# [TASK TO COMPLETE]
Could you give the data below again, exactly and completely?

Records from a data collection:
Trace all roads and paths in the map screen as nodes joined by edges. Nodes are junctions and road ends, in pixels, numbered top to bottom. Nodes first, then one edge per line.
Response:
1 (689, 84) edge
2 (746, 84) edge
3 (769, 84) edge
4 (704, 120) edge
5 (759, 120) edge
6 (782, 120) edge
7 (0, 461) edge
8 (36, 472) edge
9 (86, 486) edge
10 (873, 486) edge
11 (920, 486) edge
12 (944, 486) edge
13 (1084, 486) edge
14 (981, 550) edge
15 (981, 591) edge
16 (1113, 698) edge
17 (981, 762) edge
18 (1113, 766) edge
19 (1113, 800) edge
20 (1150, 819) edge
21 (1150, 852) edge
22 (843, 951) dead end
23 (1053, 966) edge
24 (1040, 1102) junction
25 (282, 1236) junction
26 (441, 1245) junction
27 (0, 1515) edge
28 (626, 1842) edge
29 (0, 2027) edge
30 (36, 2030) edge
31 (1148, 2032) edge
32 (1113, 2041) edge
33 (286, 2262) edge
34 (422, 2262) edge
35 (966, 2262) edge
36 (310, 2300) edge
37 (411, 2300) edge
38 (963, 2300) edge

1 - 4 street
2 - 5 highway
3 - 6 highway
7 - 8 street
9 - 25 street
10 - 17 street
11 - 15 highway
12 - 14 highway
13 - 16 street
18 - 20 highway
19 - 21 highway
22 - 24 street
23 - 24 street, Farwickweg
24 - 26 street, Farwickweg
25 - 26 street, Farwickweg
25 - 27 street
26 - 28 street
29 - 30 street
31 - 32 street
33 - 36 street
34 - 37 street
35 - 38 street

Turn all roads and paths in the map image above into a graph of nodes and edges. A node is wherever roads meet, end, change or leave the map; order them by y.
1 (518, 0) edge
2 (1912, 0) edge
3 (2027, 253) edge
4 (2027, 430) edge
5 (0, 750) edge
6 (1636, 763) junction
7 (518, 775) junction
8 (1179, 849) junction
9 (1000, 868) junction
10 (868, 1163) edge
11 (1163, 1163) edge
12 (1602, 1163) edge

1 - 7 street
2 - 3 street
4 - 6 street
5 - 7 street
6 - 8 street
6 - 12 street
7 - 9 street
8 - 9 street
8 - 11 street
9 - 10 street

# [OUTPUT BELOW]
Trace all roads and paths in the map screen as nodes joined by edges. Nodes are junctions and road ends, in pixels, numbered top to bottom. Nodes first, then one edge per line.
Response:
1 (689, 84) edge
2 (746, 84) edge
3 (769, 84) edge
4 (704, 120) edge
5 (759, 120) edge
6 (782, 120) edge
7 (0, 461) edge
8 (36, 472) edge
9 (86, 486) edge
10 (873, 486) edge
11 (920, 486) edge
12 (944, 486) edge
13 (1084, 486) edge
14 (981, 550) edge
15 (981, 591) edge
16 (1113, 698) edge
17 (981, 762) edge
18 (1113, 766) edge
19 (1113, 800) edge
20 (1150, 819) edge
21 (1150, 852) edge
22 (843, 951) dead end
23 (1053, 966) edge
24 (1040, 1102) junction
25 (282, 1236) junction
26 (441, 1245) junction
27 (0, 1515) edge
28 (626, 1842) edge
29 (0, 2027) edge
30 (36, 2030) edge
31 (1148, 2032) edge
32 (1113, 2041) edge
33 (286, 2262) edge
34 (422, 2262) edge
35 (966, 2262) edge
36 (310, 2300) edge
37 (411, 2300) edge
38 (963, 2300) edge

1 - 4 street
2 - 5 highway
3 - 6 highway
7 - 8 street
9 - 25 street
10 - 17 street
11 - 15 highway
12 - 14 highway
13 - 16 street
18 - 20 highway
19 - 21 highway
22 - 24 street
23 - 24 street, Farwickweg
24 - 26 street, Farwickweg
25 - 26 street, Farwickweg
25 - 27 street
26 - 28 street
29 - 30 street
31 - 32 street
33 - 36 street
34 - 37 street
35 - 38 street

Turn all roads and paths in the map image above into a graph of nodes and edges. A node is wherever roads meet, end, change or leave the map; order them by y.
1 (518, 0) edge
2 (1912, 0) edge
3 (2027, 253) edge
4 (2027, 430) edge
5 (0, 750) edge
6 (1636, 763) junction
7 (518, 775) junction
8 (1179, 849) junction
9 (1000, 868) junction
10 (868, 1163) edge
11 (1163, 1163) edge
12 (1602, 1163) edge

1 - 7 street
2 - 3 street
4 - 6 street
5 - 7 street
6 - 8 street
6 - 12 street
7 - 9 street
8 - 9 street
8 - 11 street
9 - 10 street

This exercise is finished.